I am not sure how I would have answered a direct question like that, especially in such a public venue as a congressional hearing. I hope I would respond by saying, “Yes. But the truth is far graver than that, senator. The truth is that ALL people are condemned. Not one person is righteous, not even one.” Because there is one standard to which all people will be measured – the holiness of God – and all people have sinned and fall short of God’s glory. But, in His loving-kindness and mercy, God himself made a way for every single person to be reconciled to God’s holiness by sending the perfect and sinless Son of God, Jesus, to willingly die on the cross so that the debt of sin could be paid.
The doctrine of Christian Particularism is not a cause for gloating – because it requires us to recognize that there was nothing I did or ever can do to stand justified before God. The only way to stand before God and not be condemned is to trust in the self-sacrificial work of Jesus on the cross. When I stand before God, all I can do is trust that Jesus’ sacrifice is sufficient for my sin. The great promise of Christ on the Cross is that God will look at me and say – not that I am condemned, but forgiven.
Third: Christians are not made superior… but servants.
The Bible teaches that the moment a person accepts God’s forgiveness through Jesus, they are set free and no longer a slave to sin. But Galatians 5:1 says, “It is for freedom that Christ has set you free.” From the moment a Christian is set free, they become a servant – to all people who have not yet heard that Jesus Christ came to save them from their sin.

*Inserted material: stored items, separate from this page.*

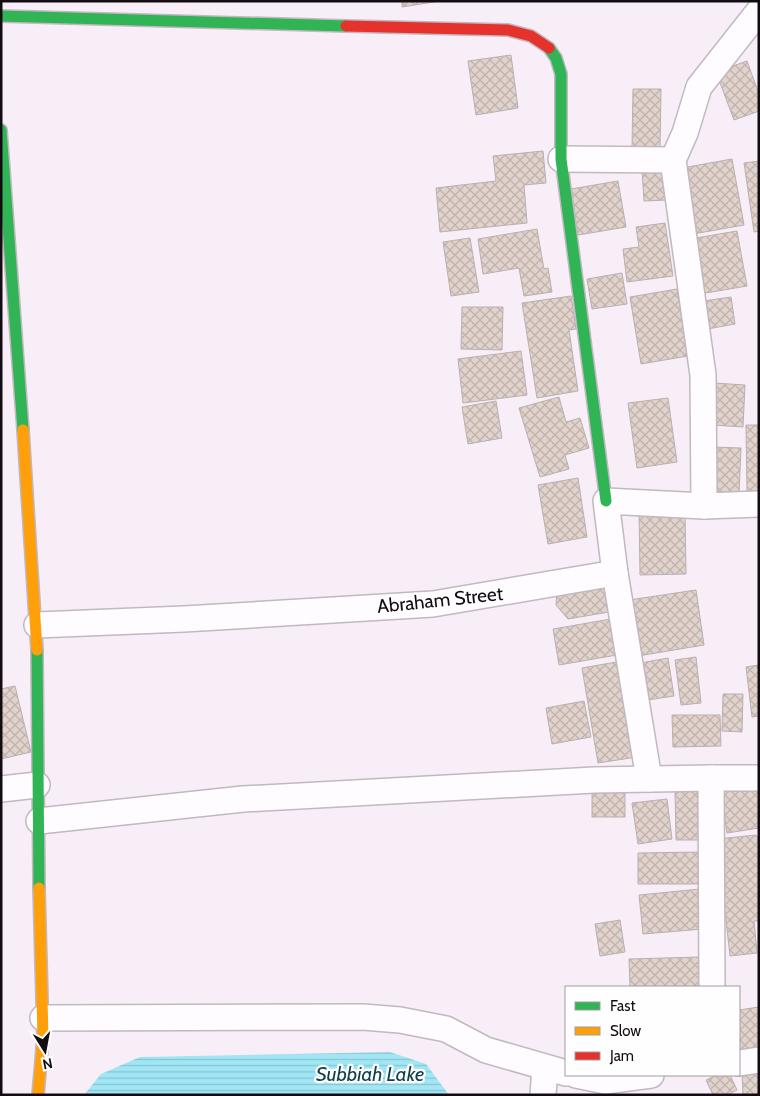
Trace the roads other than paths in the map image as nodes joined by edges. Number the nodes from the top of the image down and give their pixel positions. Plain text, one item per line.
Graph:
1 (759, 11) edge
2 (1, 16) edge
3 (1, 130) edge
4 (1, 134) edge
5 (561, 159) junction
6 (673, 160) junction
7 (606, 501) junction
8 (759, 504) edge
9 (704, 506) junction
10 (615, 573) junction
11 (37, 625) junction
12 (711, 778) junction
13 (759, 778) edge
14 (649, 779) junction
15 (37, 785) junction
16 (1, 789) edge
17 (39, 821) junction
18 (712, 986) edge
19 (43, 1018) junction
20 (759, 1060) edge
21 (740, 1063) edge
22 (556, 1070) edge
23 (578, 1076) edge
24 (647, 1076) edge
25 (605, 1088) edge
26 (38, 1095) edge
27 (543, 1095) edge

1 - 6 street
2 - 5 street
3 - 4 street
4 - 11 street
5 - 6 street
5 - 7 street
6 - 9 street
7 - 9 street
7 - 10 street
8 - 9 street
10 - 11 street, Abraham Street
10 - 14 street
11 - 15 street
12 - 13 street
12 - 14 street
12 - 18 street
14 - 17 street
15 - 16 street
15 - 17 street
17 - 19 street
19 - 22 street
19 - 26 street
20 - 21 street
22 - 27 street
23 - 25 street
24 - 25 street

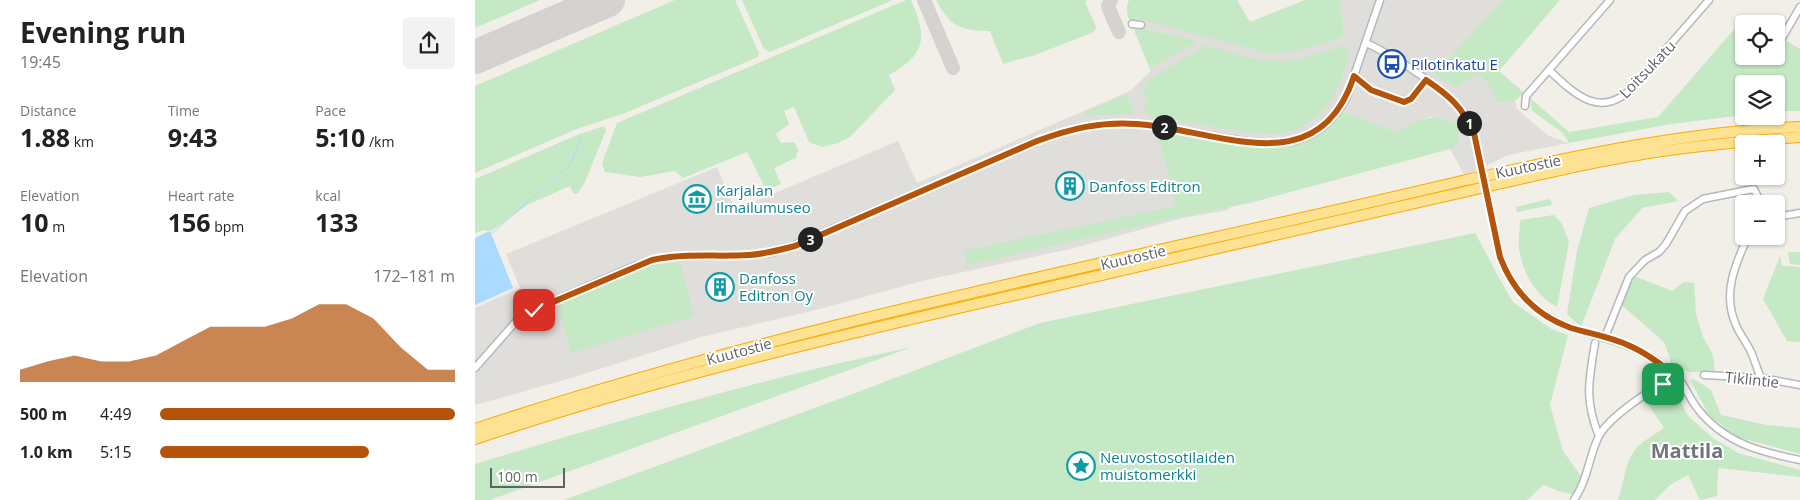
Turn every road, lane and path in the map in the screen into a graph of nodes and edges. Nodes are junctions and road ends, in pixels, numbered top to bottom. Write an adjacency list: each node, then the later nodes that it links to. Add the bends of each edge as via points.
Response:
1 (1380, 0): 8 (street)
2 (1610, 0): 9 (street)
3 (1709, 0): 9 (street, Loitsukatu, via 1625,96 1616,101 1594,103 1579,96)
4 (1800, 7): 7 (street)
5 (1132, 24): 6 (street)
6 (1141, 25)
7 (1785, 33)
8 (1366, 43): 10 (street); 11 (street)
9 (1549, 70): 12 (street, via 1526,96)
10 (1354, 76): 11 (street, via 1371,90 1404,102 1411,99); 27 (street, via 1346,99 1331,119 1316,131 1292,141 1267,144 1138,124 1090,125 1037,141 795,246 751,255 667,256 652,260 519,318)
11 (1426, 80): 25 (street, via 1454,101 1474,133 1500,257 1514,286 1534,307 1554,320)
12 (1525, 106)
13 (1800, 123): 15 (highway)
14 (1800, 127): 15 (highway, Kuutostie)
15 (1701, 135): 19 (highway, Kuutostie, via 1621,147)
16 (1800, 137): 18 (highway, Kuutostie)
17 (1800, 141): 18 (highway)
18 (1701, 146): 19 (highway, Kuutostie)
19 (1501, 178): 20 (highway, Kuutostie, bridge)
20 (1467, 185): 32 (highway, Kuutostie, via 842,324 653,374); 34 (highway, Kuutostie, via 729,364)
21 (1757, 195): 25 (street, via 1754,189 1703,199 1685,211 1666,244 1629,277)
22 (1800, 213): 23 (street)
23 (1785, 216)
24 (1744, 245): 30 (street, via 1731,278 1731,305 1736,326 1752,353)
25 (1605, 337): 29 (street, via 1651,357)
26 (1595, 343): 33 (street, via 1588,392 1591,415)
27 (475, 368)
28 (1704, 375): 30 (street, Tiklintie)
29 (1678, 378): 33 (street, via 1640,398); 35 (street, via 1697,408 1732,438 1753,449)
30 (1761, 378): 31 (street, Tiklintie)
31 (1800, 385)
32 (475, 429)
33 (1599, 436): 36 (street, via 1586,478)
34 (475, 439)
35 (1800, 460)
36 (1575, 500)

Christians are entrusted with the message that God has made a way for every person to be reconciled to God and forgiven (2 Cor. 5:17-21).
But there is the catch, God has made just one way, Jesus.
It has to be this way because the salvation that is for the forgiveness of sins is precisely what made Jesus so special and unique (Luke 1:77). But what is even more marvelous is that the forgiveness is available to all people – Jews and Gentiles, people in every nation and generation. No matter your ethnicity, religious background or heritage, Jesus’ forgiveness is available to you. Jesus’ forgiveness is as available to you if you were raised in an evangelical church in the American south or an Islamic Mosque in Central Asia. Historically, Christians have been motivated by a love for Jesus and His love for all people to traverse oceans and continents to reach across cultural barriers to share this good news of salvation with those who have not yet heard.
To the Christian: there is no condemnation, but you are forgiven and set free for freedom’s sake. You are not better than those who do not believe in Jesus. You had a debt you could never pay and Jesus paid it for you. That leaves you with a debt you can never escape, to tell others that forgiveness is available through the cross of Jesus Christ.
To the non-Christian: I simply ask you to honestly reflect on your life. Do you believe you would be justified if you were to stand before God? Or is there something in you that is broken, or just seems off and you would fall short of the standard of holiness set by God? That’s what sin is – it is just missing the mark of all we were created to be. No one can answer that question for you. Do you have a sin problem or not, the choice is yours.
However you decide, know that I do not and cannot condemn you. The doctrine of Christian Particularism is this: there is only one who has that right, and he died for you to once and for all set right what sin made wrong. Will you accept His free gift of salvation?